A word-for-word reproduction of the data below is needed, with no pictures in it.

Dataset content
===

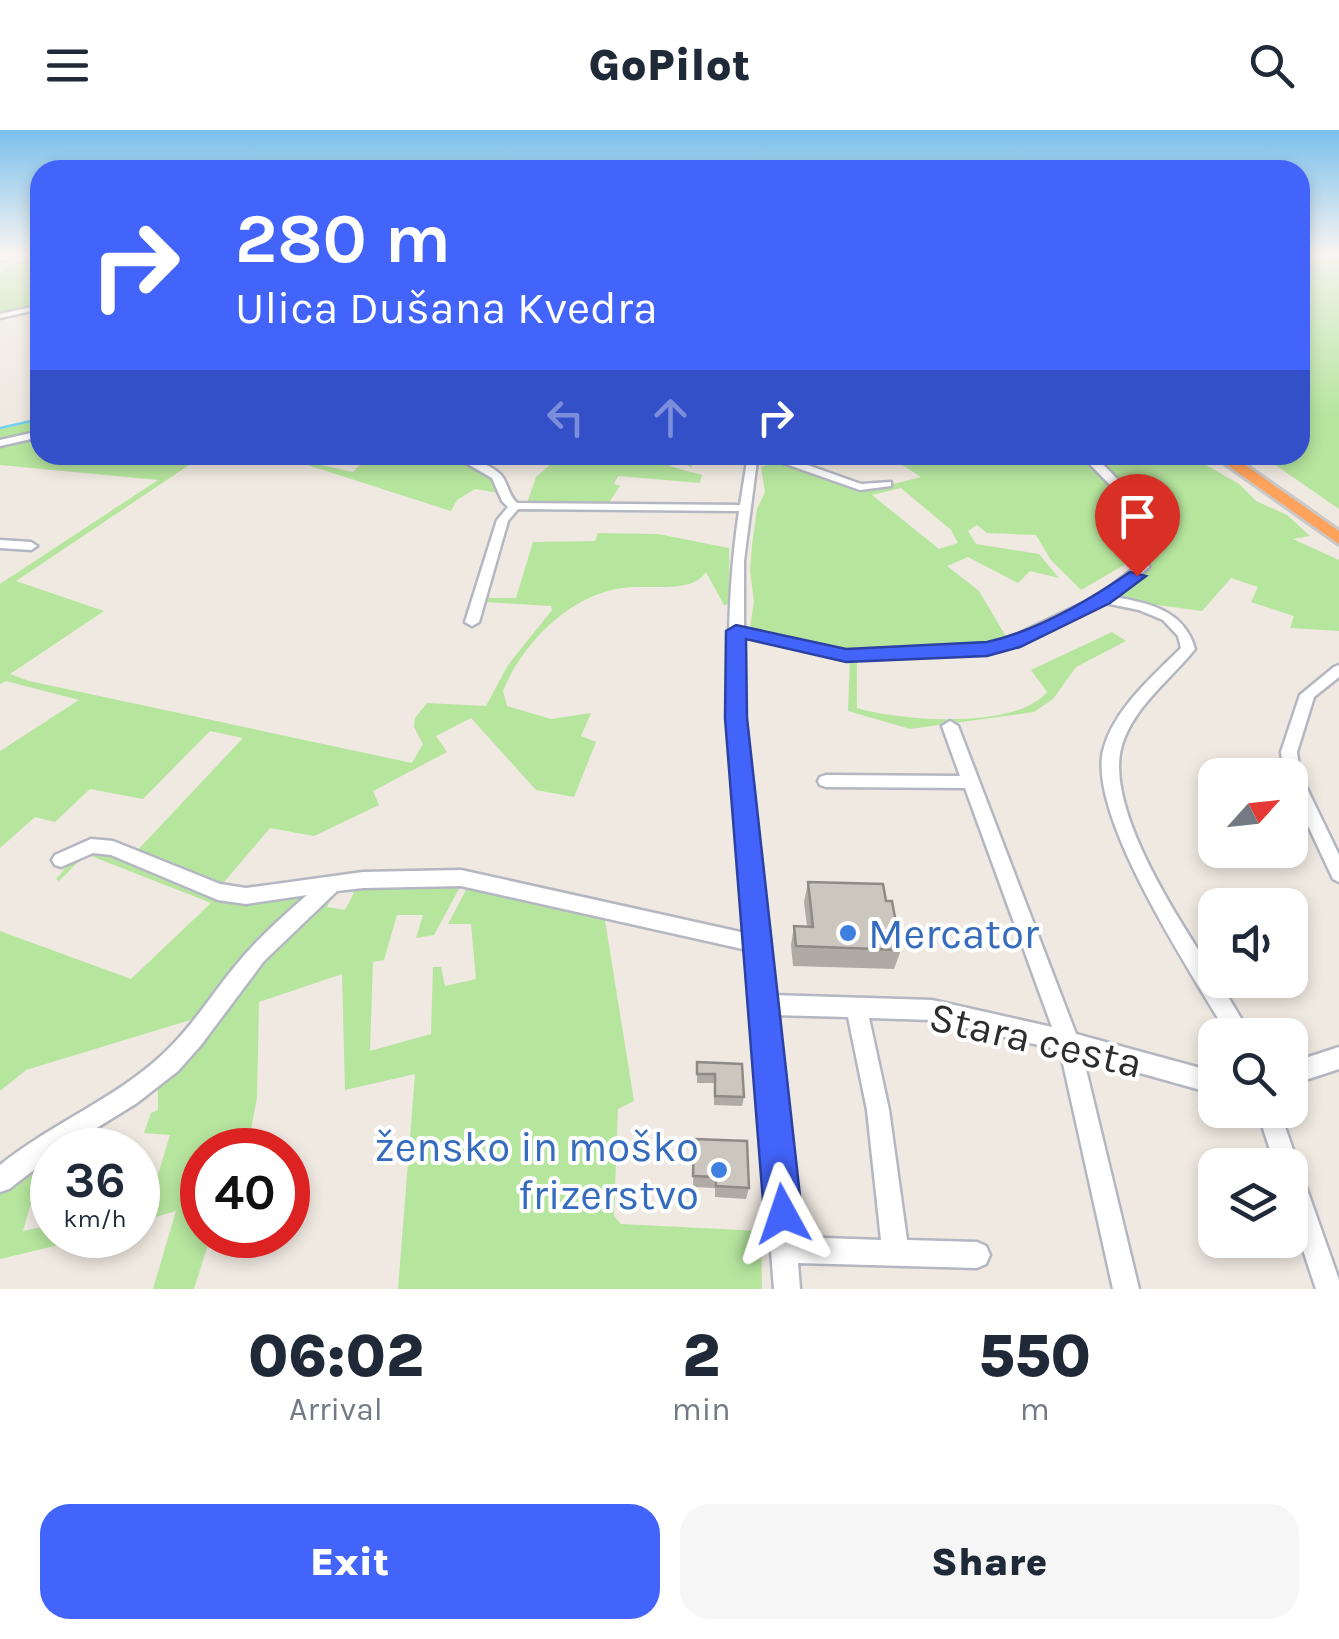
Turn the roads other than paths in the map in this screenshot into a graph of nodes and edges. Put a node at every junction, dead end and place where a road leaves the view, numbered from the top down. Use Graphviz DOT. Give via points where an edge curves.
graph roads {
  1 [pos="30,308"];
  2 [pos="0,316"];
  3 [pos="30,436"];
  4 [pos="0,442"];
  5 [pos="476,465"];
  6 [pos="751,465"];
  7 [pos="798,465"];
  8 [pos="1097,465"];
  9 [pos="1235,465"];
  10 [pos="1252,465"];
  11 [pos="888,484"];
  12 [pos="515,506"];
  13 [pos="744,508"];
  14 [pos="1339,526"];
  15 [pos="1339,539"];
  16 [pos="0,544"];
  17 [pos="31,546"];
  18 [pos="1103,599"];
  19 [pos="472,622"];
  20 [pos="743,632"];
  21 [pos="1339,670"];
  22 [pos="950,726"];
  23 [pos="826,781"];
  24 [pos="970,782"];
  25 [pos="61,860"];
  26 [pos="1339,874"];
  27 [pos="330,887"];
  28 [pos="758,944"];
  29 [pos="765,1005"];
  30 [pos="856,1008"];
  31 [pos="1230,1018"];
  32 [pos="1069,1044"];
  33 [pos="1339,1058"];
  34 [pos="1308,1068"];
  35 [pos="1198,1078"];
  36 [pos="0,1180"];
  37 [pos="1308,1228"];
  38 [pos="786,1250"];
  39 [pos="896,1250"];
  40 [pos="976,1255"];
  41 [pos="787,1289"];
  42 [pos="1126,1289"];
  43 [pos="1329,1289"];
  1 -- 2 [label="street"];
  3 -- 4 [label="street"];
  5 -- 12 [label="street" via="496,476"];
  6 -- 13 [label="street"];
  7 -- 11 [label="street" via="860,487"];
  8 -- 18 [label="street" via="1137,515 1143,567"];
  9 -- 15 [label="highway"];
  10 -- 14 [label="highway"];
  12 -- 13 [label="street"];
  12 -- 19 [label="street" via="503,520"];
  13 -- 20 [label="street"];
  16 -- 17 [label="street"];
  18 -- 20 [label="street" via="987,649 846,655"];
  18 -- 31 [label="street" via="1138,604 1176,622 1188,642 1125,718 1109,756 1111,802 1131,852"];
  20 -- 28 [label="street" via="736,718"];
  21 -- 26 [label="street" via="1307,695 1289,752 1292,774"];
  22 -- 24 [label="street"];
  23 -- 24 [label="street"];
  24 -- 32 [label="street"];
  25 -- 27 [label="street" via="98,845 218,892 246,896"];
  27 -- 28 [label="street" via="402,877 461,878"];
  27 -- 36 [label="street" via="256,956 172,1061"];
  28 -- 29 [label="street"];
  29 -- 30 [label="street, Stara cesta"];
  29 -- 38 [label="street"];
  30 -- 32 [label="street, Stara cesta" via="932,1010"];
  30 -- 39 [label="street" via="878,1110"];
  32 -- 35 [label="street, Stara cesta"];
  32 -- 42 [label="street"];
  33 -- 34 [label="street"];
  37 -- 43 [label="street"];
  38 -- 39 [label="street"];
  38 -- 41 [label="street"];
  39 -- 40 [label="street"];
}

===

Solution to this problem
Turn the roads other than paths in the map in this screenshot into a graph of nodes and edges. Put a node at every junction, dead end and place where a road leaves the view, numbered from the top down. Use Graphviz DOT. Give via points where an edge curves.
graph roads {
  1 [pos="30,308"];
  2 [pos="0,316"];
  3 [pos="30,436"];
  4 [pos="0,442"];
  5 [pos="476,465"];
  6 [pos="751,465"];
  7 [pos="798,465"];
  8 [pos="1097,465"];
  9 [pos="1235,465"];
  10 [pos="1252,465"];
  11 [pos="888,484"];
  12 [pos="515,506"];
  13 [pos="744,508"];
  14 [pos="1339,526"];
  15 [pos="1339,539"];
  16 [pos="0,544"];
  17 [pos="31,546"];
  18 [pos="1103,599"];
  19 [pos="472,622"];
  20 [pos="743,632"];
  21 [pos="1339,670"];
  22 [pos="950,726"];
  23 [pos="826,781"];
  24 [pos="970,782"];
  25 [pos="61,860"];
  26 [pos="1339,874"];
  27 [pos="330,887"];
  28 [pos="758,944"];
  29 [pos="765,1005"];
  30 [pos="856,1008"];
  31 [pos="1230,1018"];
  32 [pos="1069,1044"];
  33 [pos="1339,1058"];
  34 [pos="1308,1068"];
  35 [pos="1198,1078"];
  36 [pos="0,1180"];
  37 [pos="1308,1228"];
  38 [pos="786,1250"];
  39 [pos="896,1250"];
  40 [pos="976,1255"];
  41 [pos="787,1289"];
  42 [pos="1126,1289"];
  43 [pos="1329,1289"];
  1 -- 2 [label="street"];
  3 -- 4 [label="street"];
  5 -- 12 [label="street" via="496,476"];
  6 -- 13 [label="street"];
  7 -- 11 [label="street" via="860,487"];
  8 -- 18 [label="street" via="1137,515 1143,567"];
  9 -- 15 [label="highway"];
  10 -- 14 [label="highway"];
  12 -- 13 [label="street"];
  12 -- 19 [label="street" via="503,520"];
  13 -- 20 [label="street"];
  16 -- 17 [label="street"];
  18 -- 20 [label="street" via="987,649 846,655"];
  18 -- 31 [label="street" via="1138,604 1176,622 1188,642 1125,718 1109,756 1111,802 1131,852"];
  20 -- 28 [label="street" via="736,718"];
  21 -- 26 [label="street" via="1307,695 1289,752 1292,774"];
  22 -- 24 [label="street"];
  23 -- 24 [label="street"];
  24 -- 32 [label="street"];
  25 -- 27 [label="street" via="98,845 218,892 246,896"];
  27 -- 28 [label="street" via="402,877 461,878"];
  27 -- 36 [label="street" via="256,956 172,1061"];
  28 -- 29 [label="street"];
  29 -- 30 [label="street, Stara cesta"];
  29 -- 38 [label="street"];
  30 -- 32 [label="street, Stara cesta" via="932,1010"];
  30 -- 39 [label="street" via="878,1110"];
  32 -- 35 [label="street, Stara cesta"];
  32 -- 42 [label="street"];
  33 -- 34 [label="street"];
  37 -- 43 [label="street"];
  38 -- 39 [label="street"];
  38 -- 41 [label="street"];
  39 -- 40 [label="street"];
}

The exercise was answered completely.